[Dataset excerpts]
Content starts

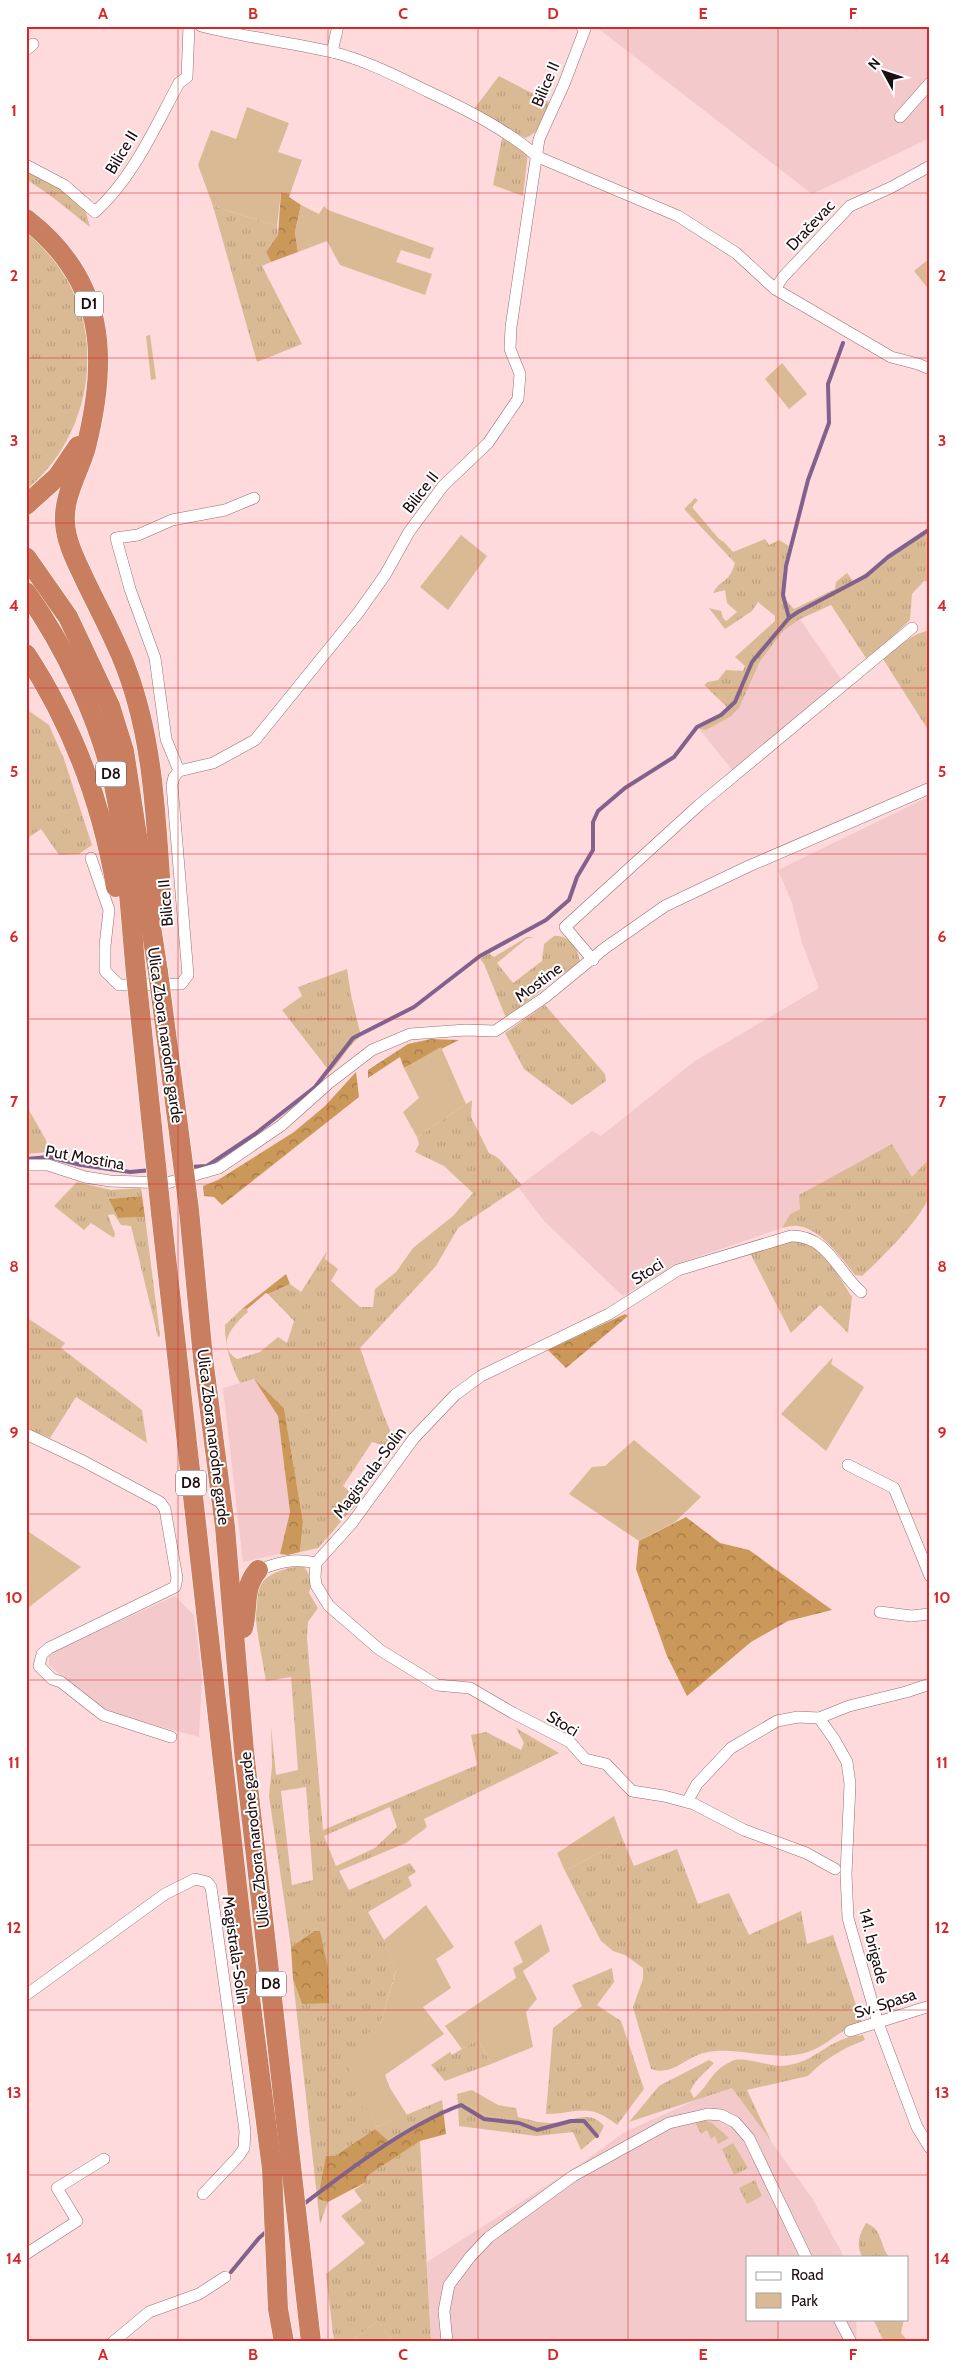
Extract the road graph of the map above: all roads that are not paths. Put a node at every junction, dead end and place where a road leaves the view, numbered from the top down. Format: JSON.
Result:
{"nodes":[{"id":1,"x":189,"y":26,"type":"edge"},
{"id":2,"x":201,"y":26,"type":"edge"},
{"id":3,"x":338,"y":26,"type":"edge"},
{"id":4,"x":581,"y":26,"type":"edge"},
{"id":5,"x":332,"y":52,"type":"junction"},
{"id":6,"x":930,"y":83,"type":"edge"},
{"id":7,"x":900,"y":117,"type":"dead end"},
{"id":8,"x":538,"y":157,"type":"junction"},
{"id":9,"x":26,"y":165,"type":"edge"},
{"id":10,"x":930,"y":166,"type":"edge"},
{"id":11,"x":26,"y":219,"type":"edge"},
{"id":12,"x":775,"y":289,"type":"junction"},
{"id":13,"x":930,"y":369,"type":"edge"},
{"id":14,"x":93,"y":410,"type":"junction"},
{"id":15,"x":254,"y":498,"type":"dead end"},
{"id":16,"x":26,"y":505,"type":"edge"},
{"id":17,"x":28,"y":559,"type":"edge"},
{"id":18,"x":26,"y":592,"type":"edge"},
{"id":19,"x":912,"y":628,"type":"dead end"},
{"id":20,"x":26,"y":654,"type":"edge"},
{"id":21,"x":157,"y":740,"type":"junction"},
{"id":22,"x":179,"y":772,"type":"junction"},
{"id":23,"x":930,"y":788,"type":"edge"},
{"id":24,"x":91,"y":858,"type":"dead end"},
{"id":25,"x":150,"y":921,"type":"junction"},
{"id":26,"x":592,"y":960,"type":"junction"},
{"id":27,"x":136,"y":974,"type":"junction"},
{"id":28,"x":26,"y":1165,"type":"edge"},
{"id":29,"x":167,"y":1184,"type":"joint"},
{"id":30,"x":861,"y":1292,"type":"dead end"},
{"id":31,"x":448,"y":1401,"type":"joint"},
{"id":32,"x":26,"y":1434,"type":"edge"},
{"id":33,"x":848,"y":1465,"type":"dead end"},
{"id":34,"x":316,"y":1563,"type":"junction"},
{"id":35,"x":258,"y":1570,"type":"joint"},
{"id":36,"x":930,"y":1576,"type":"edge"},
{"id":37,"x":880,"y":1612,"type":"dead end"},
{"id":38,"x":930,"y":1614,"type":"edge"},
{"id":39,"x":237,"y":1650,"type":"junction"},
{"id":40,"x":930,"y":1684,"type":"edge"},
{"id":41,"x":819,"y":1718,"type":"junction"},
{"id":42,"x":171,"y":1737,"type":"dead end"},
{"id":43,"x":687,"y":1802,"type":"junction"},
{"id":44,"x":835,"y":1869,"type":"dead end"},
{"id":45,"x":26,"y":1995,"type":"edge"},
{"id":46,"x":930,"y":2006,"type":"edge"},
{"id":47,"x":878,"y":2023,"type":"junction"},
{"id":48,"x":850,"y":2032,"type":"dead end"},
{"id":49,"x":930,"y":2148,"type":"edge"},
{"id":50,"x":104,"y":2159,"type":"dead end"},
{"id":51,"x":281,"y":2168,"type":"junction"},
{"id":52,"x":203,"y":2194,"type":"dead end"},
{"id":53,"x":26,"y":2254,"type":"edge"},
{"id":54,"x":806,"y":2256,"type":"edge"},
{"id":55,"x":225,"y":2277,"type":"dead end"},
{"id":56,"x":304,"y":2289,"type":"junction"},
{"id":57,"x":278,"y":2309,"type":"junction"},
{"id":58,"x":840,"y":2320,"type":"edge"},
{"id":59,"x":113,"y":2342,"type":"edge"},
{"id":60,"x":279,"y":2342,"type":"edge"},
{"id":61,"x":284,"y":2342,"type":"edge"},
{"id":62,"x":311,"y":2342,"type":"edge"},
{"id":63,"x":316,"y":2342,"type":"edge"},
{"id":64,"x":448,"y":2342,"type":"edge"},
{"id":65,"x":851,"y":2342,"type":"edge"}],
"edges":[{"from":1,"to":9,"type":"street","name":"Bilice II"},
{"from":2,"to":5,"type":"street"},
{"from":3,"to":5,"type":"street"},
{"from":4,"to":8,"type":"street","name":"Bilice II"},
{"from":5,"to":8,"type":"street"},
{"from":6,"to":7,"type":"street"},
{"from":8,"to":12,"type":"street"},
{"from":8,"to":22,"type":"street","name":"Bilice II"},
{"from":10,"to":12,"type":"street","name":"Dračevac"},
{"from":11,"to":14,"type":"highway","number":"D1"},
{"from":12,"to":13,"type":"street"},
{"from":14,"to":16,"type":"highway","number":"D1"},
{"from":14,"to":21,"type":"highway"},
{"from":15,"to":21,"type":"street"},
{"from":17,"to":25,"type":"highway","name":"Ulica Zbora narodne garde","number":"D8"},
{"from":18,"to":27,"type":"highway","name":"Ulica Zbora narodne garde","number":"D8"},
{"from":19,"to":26,"type":"street"},
{"from":20,"to":27,"type":"highway"},
{"from":21,"to":22,"type":"street"},
{"from":21,"to":25,"type":"highway"},
{"from":22,"to":24,"type":"street","name":"Bilice II"},
{"from":23,"to":26,"type":"street","name":"Mostine"},
{"from":25,"to":39,"type":"highway","name":"Ulica Zbora narodne garde","number":"D8","bridge":true},
{"from":26,"to":29,"type":"street","name":"Mostine"},
{"from":27,"to":51,"type":"highway","name":"Ulica Zbora narodne garde","number":"D8","bridge":true},
{"from":28,"to":29,"type":"street","name":"Put Mostina"},
{"from":30,"to":31,"type":"street","name":"Stoci"},
{"from":31,"to":34,"type":"street","name":"Magistrala-Solin"},
{"from":32,"to":42,"type":"street"},
{"from":33,"to":36,"type":"street"},
{"from":34,"to":35,"type":"street"},
{"from":34,"to":43,"type":"street","name":"Stoci"},
{"from":35,"to":39,"type":"highway"},
{"from":37,"to":38,"type":"street"},
{"from":39,"to":51,"type":"highway","name":"Ulica Zbora narodne garde","number":"D8"},
{"from":40,"to":41,"type":"street"},
{"from":41,"to":43,"type":"street"},
{"from":41,"to":47,"type":"street","name":"141. brigade"},
{"from":43,"to":44,"type":"street"},
{"from":45,"to":52,"type":"street","name":"Magistrala-Solin"},
{"from":46,"to":47,"type":"street","name":"Sv. Spasa"},
{"from":47,"to":48,"type":"street","name":"Sv. Spasa"},
{"from":47,"to":49,"type":"street","name":"141. brigade"},
{"from":50,"to":53,"type":"street"},
{"from":51,"to":56,"type":"highway","name":"Ulica Zbora narodne garde","number":"D8"},
{"from":51,"to":57,"type":"highway","name":"Ulica Zbora narodne garde","number":"D8"},
{"from":54,"to":64,"type":"street"},
{"from":55,"to":59,"type":"street"},
{"from":56,"to":62,"type":"highway","name":"Ulica Zbora narodne garde","number":"D8"},
{"from":56,"to":63,"type":"highway"},
{"from":57,"to":60,"type":"highway"},
{"from":57,"to":61,"type":"highway","name":"Ulica Zbora narodne garde","number":"D8"},
{"from":58,"to":65,"type":"street"}]}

Content ends

> WORK INSTRUCTION:
Look at the records above. Copy every line where the string "garde" occurs.

> REPLY:
{"from":17,"to":25,"type":"highway","name":"Ulica Zbora narodne garde","number":"D8"},
{"from":18,"to":27,"type":"highway","name":"Ulica Zbora narodne garde","number":"D8"},
{"from":25,"to":39,"type":"highway","name":"Ulica Zbora narodne garde","number":"D8","bridge":true},
{"from":27,"to":51,"type":"highway","name":"Ulica Zbora narodne garde","number":"D8","bridge":true},
{"from":39,"to":51,"type":"highway","name":"Ulica Zbora narodne garde","number":"D8"},
{"from":51,"to":56,"type":"highway","name":"Ulica Zbora narodne garde","number":"D8"},
{"from":51,"to":57,"type":"highway","name":"Ulica Zbora narodne garde","number":"D8"},
{"from":56,"to":62,"type":"highway","name":"Ulica Zbora narodne garde","number":"D8"},
{"from":57,"to":61,"type":"highway","name":"Ulica Zbora narodne garde","number":"D8"},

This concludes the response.